Start of Block

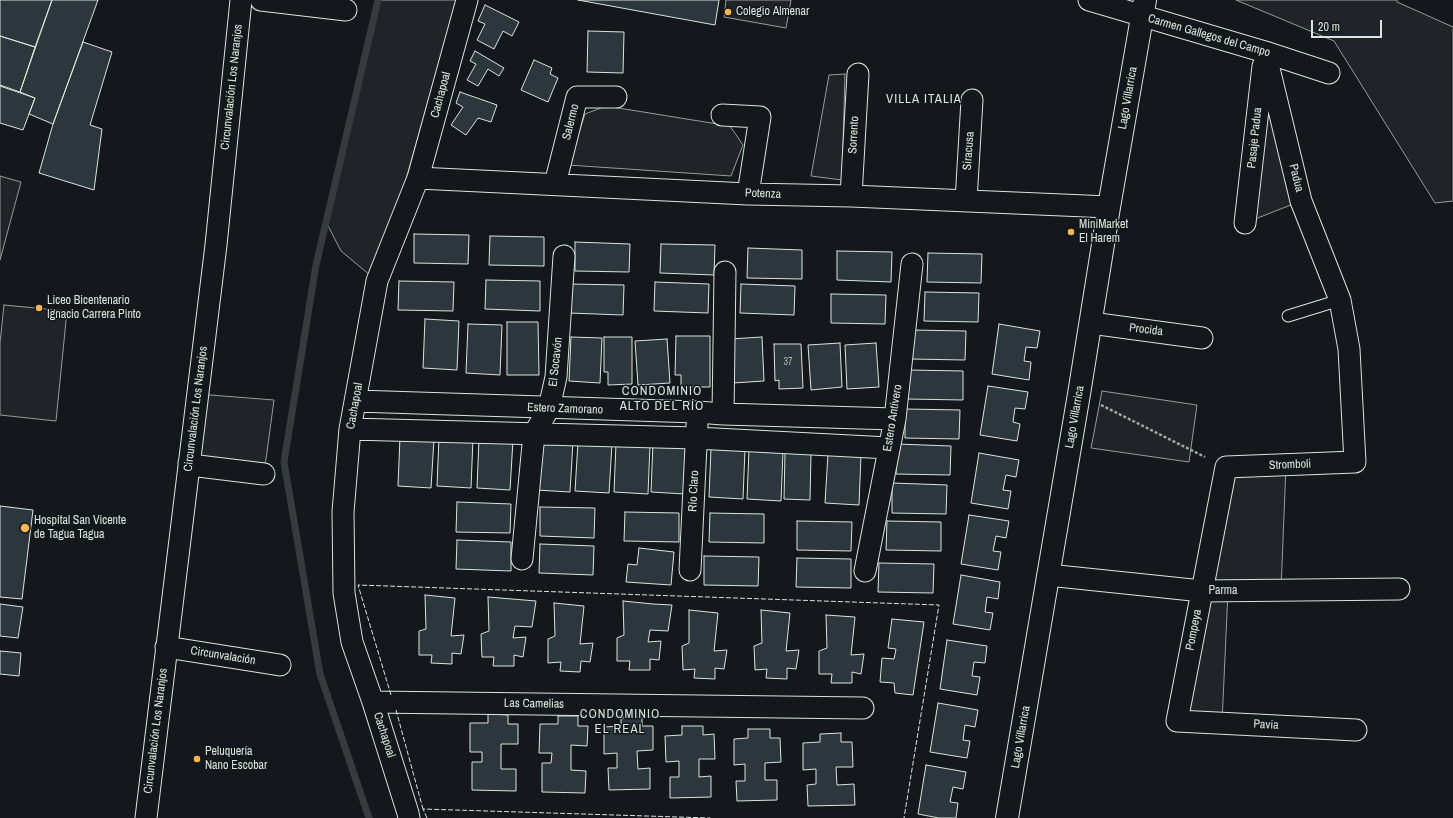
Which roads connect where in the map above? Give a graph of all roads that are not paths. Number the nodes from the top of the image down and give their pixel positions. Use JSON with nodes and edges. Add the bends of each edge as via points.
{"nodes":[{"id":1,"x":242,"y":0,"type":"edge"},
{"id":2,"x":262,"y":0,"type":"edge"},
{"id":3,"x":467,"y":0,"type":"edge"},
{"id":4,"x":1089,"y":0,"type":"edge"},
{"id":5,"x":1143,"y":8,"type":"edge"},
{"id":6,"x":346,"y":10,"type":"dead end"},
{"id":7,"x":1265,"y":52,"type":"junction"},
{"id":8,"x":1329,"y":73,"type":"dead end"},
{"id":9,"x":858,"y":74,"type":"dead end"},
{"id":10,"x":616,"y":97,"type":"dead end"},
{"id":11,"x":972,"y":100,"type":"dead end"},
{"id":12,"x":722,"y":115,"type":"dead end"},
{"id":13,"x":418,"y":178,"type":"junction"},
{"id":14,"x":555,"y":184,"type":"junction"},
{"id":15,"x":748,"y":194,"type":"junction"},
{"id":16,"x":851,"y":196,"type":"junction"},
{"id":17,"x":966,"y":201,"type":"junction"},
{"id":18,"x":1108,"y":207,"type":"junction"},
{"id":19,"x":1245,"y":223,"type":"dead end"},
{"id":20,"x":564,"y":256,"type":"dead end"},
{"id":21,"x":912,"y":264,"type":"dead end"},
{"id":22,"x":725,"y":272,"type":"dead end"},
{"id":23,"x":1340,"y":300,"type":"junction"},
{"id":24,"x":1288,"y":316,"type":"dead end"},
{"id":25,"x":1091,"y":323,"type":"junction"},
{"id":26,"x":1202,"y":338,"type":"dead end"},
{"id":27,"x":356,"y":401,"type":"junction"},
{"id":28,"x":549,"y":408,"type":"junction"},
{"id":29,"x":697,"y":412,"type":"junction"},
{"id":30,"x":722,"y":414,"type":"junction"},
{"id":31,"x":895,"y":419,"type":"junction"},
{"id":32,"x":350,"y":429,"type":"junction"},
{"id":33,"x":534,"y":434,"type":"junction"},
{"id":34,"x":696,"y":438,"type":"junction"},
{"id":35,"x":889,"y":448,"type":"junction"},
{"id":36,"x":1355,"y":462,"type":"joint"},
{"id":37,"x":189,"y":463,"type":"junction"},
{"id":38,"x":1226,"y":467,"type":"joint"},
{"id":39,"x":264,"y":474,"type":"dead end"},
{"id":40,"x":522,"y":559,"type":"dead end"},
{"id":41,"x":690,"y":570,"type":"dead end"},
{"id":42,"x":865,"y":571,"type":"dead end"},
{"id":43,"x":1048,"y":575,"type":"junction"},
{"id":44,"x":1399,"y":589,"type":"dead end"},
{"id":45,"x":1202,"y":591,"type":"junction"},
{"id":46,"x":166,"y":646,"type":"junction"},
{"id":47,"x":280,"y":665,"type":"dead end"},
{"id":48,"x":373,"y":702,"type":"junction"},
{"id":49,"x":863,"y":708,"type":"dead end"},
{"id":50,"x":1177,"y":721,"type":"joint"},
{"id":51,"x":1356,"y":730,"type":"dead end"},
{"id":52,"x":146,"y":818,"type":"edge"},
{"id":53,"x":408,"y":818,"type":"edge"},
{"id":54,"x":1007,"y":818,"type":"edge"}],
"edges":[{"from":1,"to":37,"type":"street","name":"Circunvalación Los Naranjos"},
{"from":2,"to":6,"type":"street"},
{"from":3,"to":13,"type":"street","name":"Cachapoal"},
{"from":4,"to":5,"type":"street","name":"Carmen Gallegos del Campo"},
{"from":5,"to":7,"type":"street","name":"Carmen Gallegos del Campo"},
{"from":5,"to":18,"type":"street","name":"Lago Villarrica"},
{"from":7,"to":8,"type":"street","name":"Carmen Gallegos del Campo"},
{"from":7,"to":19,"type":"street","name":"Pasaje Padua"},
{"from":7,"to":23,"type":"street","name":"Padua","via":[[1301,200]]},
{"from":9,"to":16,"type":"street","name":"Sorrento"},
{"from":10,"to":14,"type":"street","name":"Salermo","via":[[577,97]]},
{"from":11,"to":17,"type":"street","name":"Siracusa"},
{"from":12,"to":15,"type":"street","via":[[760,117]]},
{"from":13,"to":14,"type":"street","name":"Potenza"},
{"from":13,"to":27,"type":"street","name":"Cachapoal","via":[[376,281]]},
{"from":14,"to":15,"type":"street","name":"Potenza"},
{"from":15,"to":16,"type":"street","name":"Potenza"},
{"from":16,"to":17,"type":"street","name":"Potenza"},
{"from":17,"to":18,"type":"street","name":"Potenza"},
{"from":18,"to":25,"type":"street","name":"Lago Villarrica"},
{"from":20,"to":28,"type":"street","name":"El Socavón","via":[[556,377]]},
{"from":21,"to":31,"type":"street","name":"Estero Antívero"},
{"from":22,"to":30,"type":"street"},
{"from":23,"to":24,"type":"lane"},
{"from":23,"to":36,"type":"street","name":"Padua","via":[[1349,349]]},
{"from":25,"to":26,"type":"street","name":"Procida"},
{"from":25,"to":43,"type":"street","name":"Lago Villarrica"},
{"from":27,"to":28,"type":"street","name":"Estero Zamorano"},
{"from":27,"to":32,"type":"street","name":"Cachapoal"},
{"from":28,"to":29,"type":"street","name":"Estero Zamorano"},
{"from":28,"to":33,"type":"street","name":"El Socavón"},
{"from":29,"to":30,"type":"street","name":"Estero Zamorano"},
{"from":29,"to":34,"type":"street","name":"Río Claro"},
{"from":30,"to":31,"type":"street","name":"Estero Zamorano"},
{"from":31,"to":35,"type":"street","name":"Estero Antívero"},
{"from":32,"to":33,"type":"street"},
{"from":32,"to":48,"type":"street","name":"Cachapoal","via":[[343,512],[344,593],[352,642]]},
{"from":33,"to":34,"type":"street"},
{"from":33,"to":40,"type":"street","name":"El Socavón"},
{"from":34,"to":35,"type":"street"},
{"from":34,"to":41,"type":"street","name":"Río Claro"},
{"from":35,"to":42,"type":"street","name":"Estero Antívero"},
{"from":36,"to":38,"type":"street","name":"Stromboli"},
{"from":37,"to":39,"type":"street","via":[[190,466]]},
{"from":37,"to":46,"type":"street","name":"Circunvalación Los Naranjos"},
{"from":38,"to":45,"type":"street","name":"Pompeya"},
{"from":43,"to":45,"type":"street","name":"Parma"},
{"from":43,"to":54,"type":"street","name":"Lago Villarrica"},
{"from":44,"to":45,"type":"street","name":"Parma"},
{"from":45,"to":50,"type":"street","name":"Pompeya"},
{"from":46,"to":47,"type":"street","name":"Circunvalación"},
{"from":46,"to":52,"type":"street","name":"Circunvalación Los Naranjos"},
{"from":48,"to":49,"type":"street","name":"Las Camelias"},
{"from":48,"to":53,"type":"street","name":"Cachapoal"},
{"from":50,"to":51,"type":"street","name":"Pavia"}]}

End of Block

_What is needed_
For each line above that contains the word "edges", make a copy.

_Response below_
Which roads connect where in the map above? Give a graph of all roads that are not paths. Number the nodes from the top of the image down and give their pixel positions. Use JSON with nodes and edges. Add the bends of each edge as via points.
"edges":[{"from":1,"to":37,"type":"street","name":"Circunvalación Los Naranjos"},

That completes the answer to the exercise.